◆ What the exercise asks: Return each line of the listing that follows in which the string "Answer" can be found.

(Records provided begins)

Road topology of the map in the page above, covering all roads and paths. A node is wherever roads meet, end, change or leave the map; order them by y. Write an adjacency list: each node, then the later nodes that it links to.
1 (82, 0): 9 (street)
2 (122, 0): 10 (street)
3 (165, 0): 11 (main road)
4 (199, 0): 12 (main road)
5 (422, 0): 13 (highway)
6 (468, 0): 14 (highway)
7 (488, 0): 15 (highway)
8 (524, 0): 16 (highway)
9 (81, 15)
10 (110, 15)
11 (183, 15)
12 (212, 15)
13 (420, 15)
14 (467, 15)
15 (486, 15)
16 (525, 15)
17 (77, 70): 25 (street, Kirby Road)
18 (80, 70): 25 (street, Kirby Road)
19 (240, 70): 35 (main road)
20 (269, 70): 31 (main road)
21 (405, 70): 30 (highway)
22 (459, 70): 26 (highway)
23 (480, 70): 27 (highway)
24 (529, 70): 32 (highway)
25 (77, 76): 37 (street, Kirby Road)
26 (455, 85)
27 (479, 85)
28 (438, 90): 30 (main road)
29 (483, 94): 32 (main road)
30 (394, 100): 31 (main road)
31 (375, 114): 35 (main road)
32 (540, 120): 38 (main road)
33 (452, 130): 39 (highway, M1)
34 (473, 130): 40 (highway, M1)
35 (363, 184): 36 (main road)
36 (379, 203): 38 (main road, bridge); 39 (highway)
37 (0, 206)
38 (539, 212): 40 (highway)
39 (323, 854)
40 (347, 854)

(Records provided ends)
(Records provided begins)

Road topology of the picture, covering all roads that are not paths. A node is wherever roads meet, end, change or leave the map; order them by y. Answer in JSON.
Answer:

(Records provided ends)
(Records provided begins)

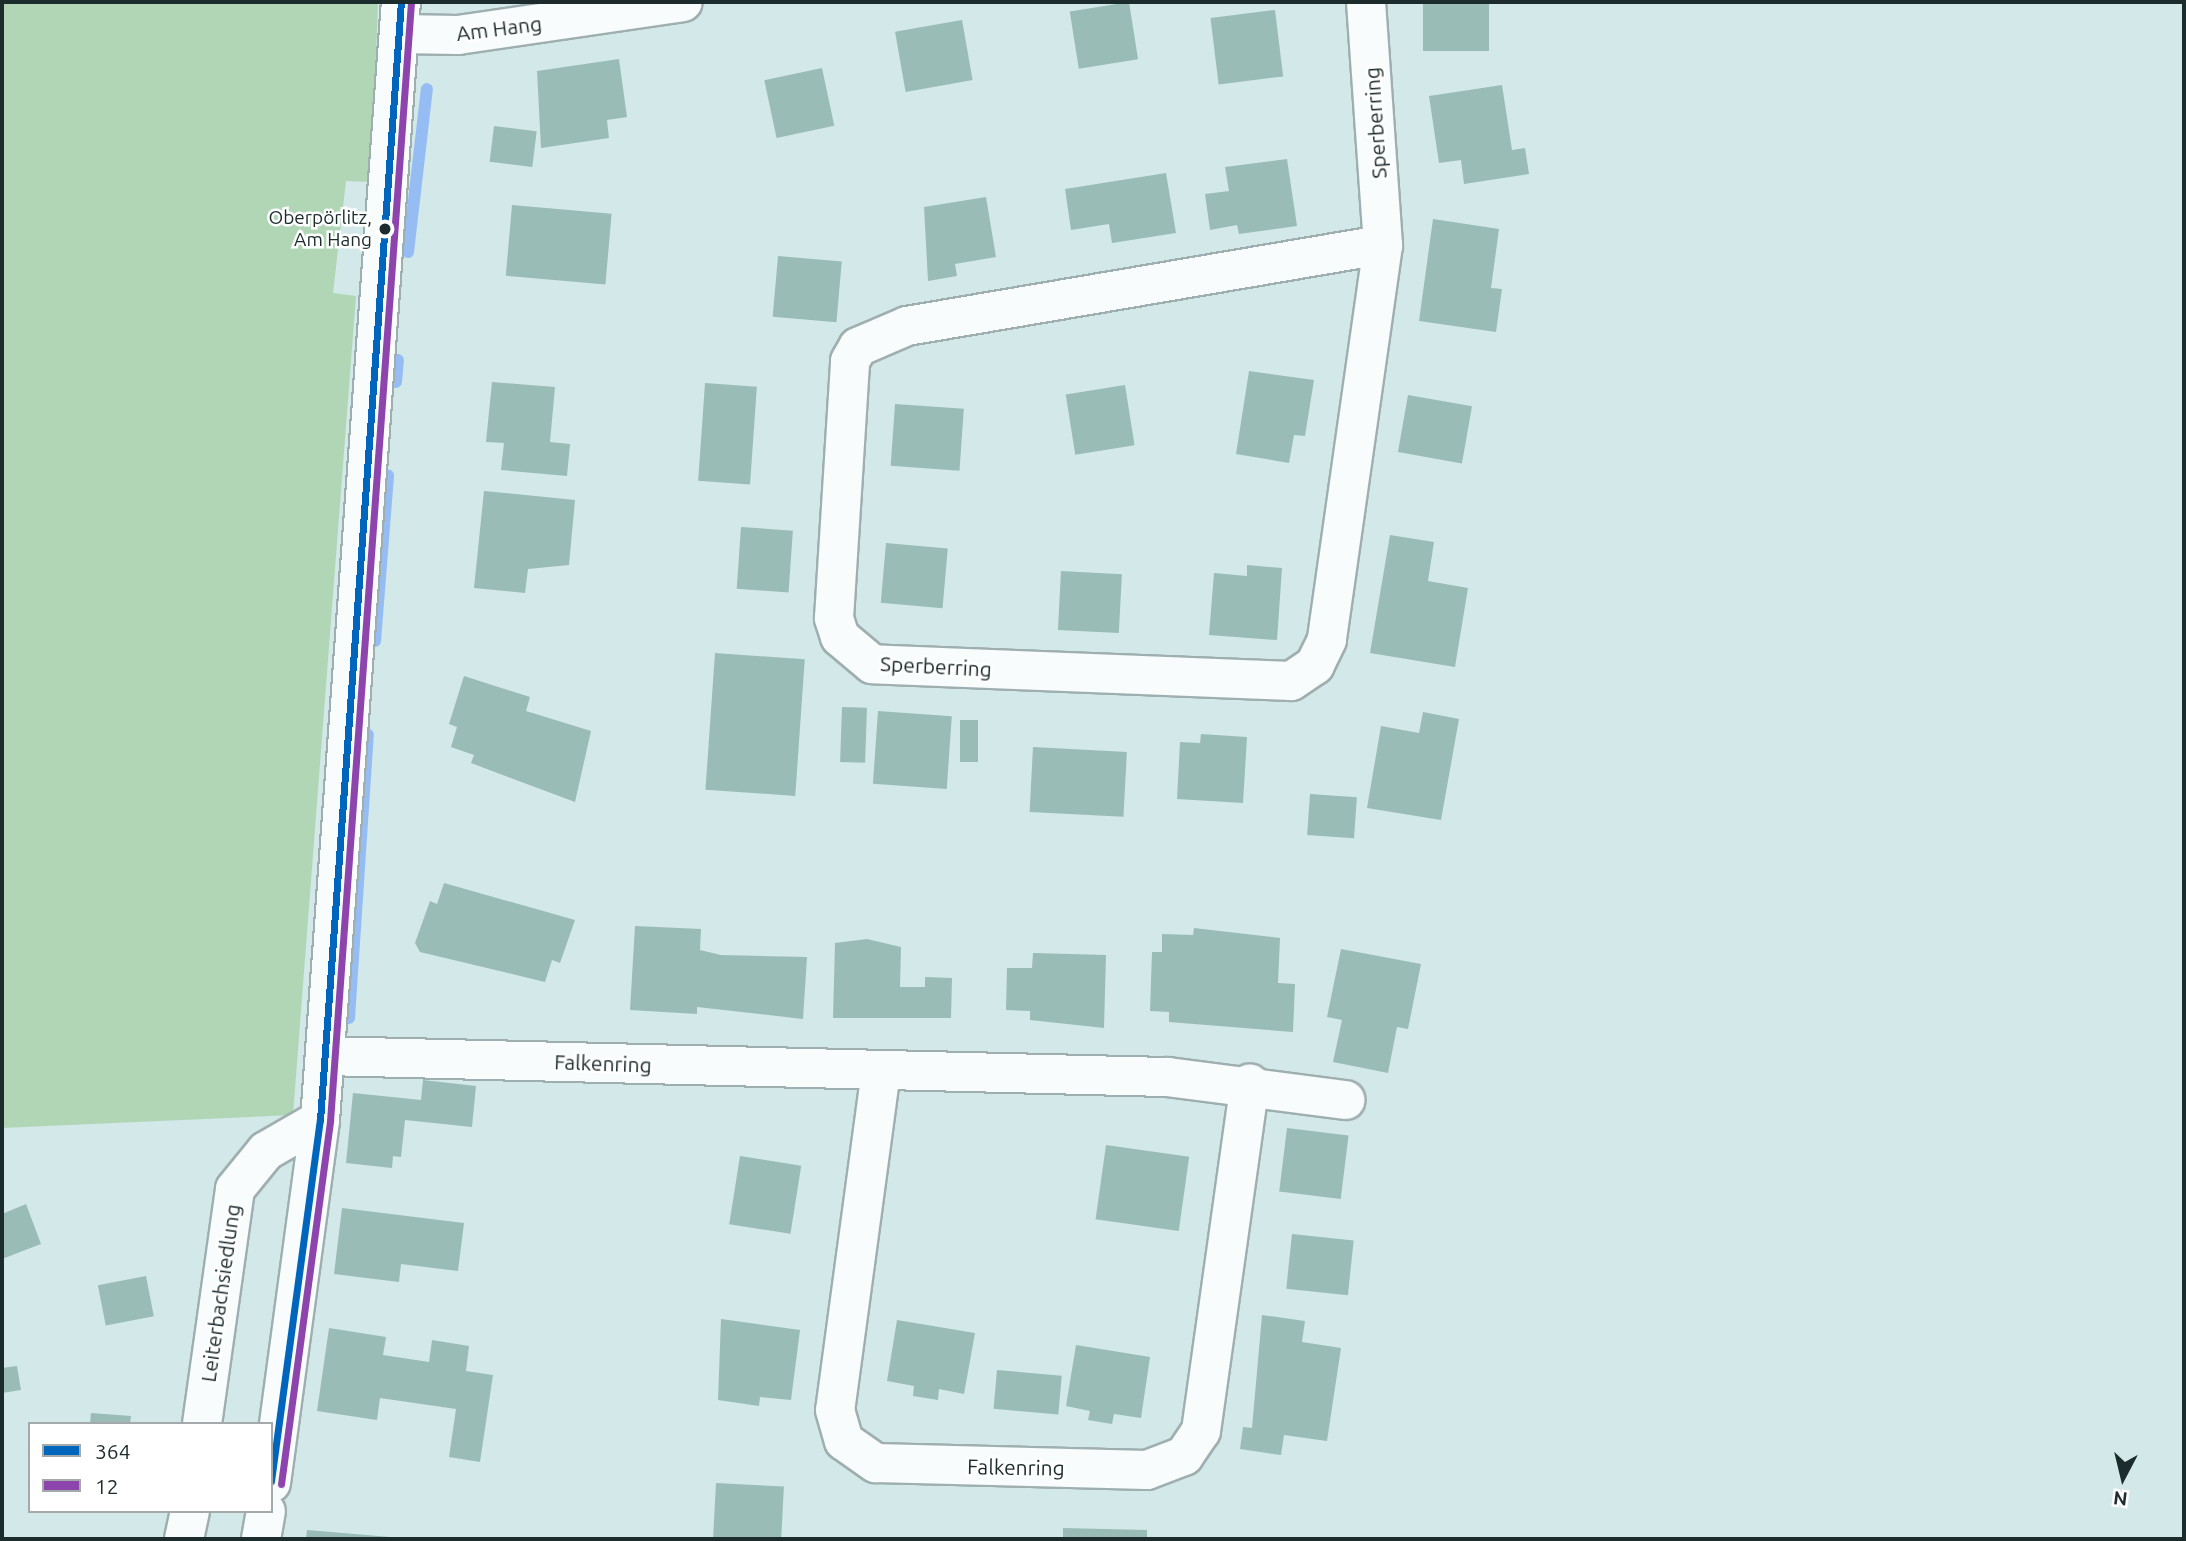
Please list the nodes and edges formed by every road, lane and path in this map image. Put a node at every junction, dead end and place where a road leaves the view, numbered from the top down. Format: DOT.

(Records provided ends)

◆ Solved exercise:
Road topology of the picture, covering all roads that are not paths. A node is wherever roads meet, end, change or leave the map; order them by y. Answer in JSON.
Answer:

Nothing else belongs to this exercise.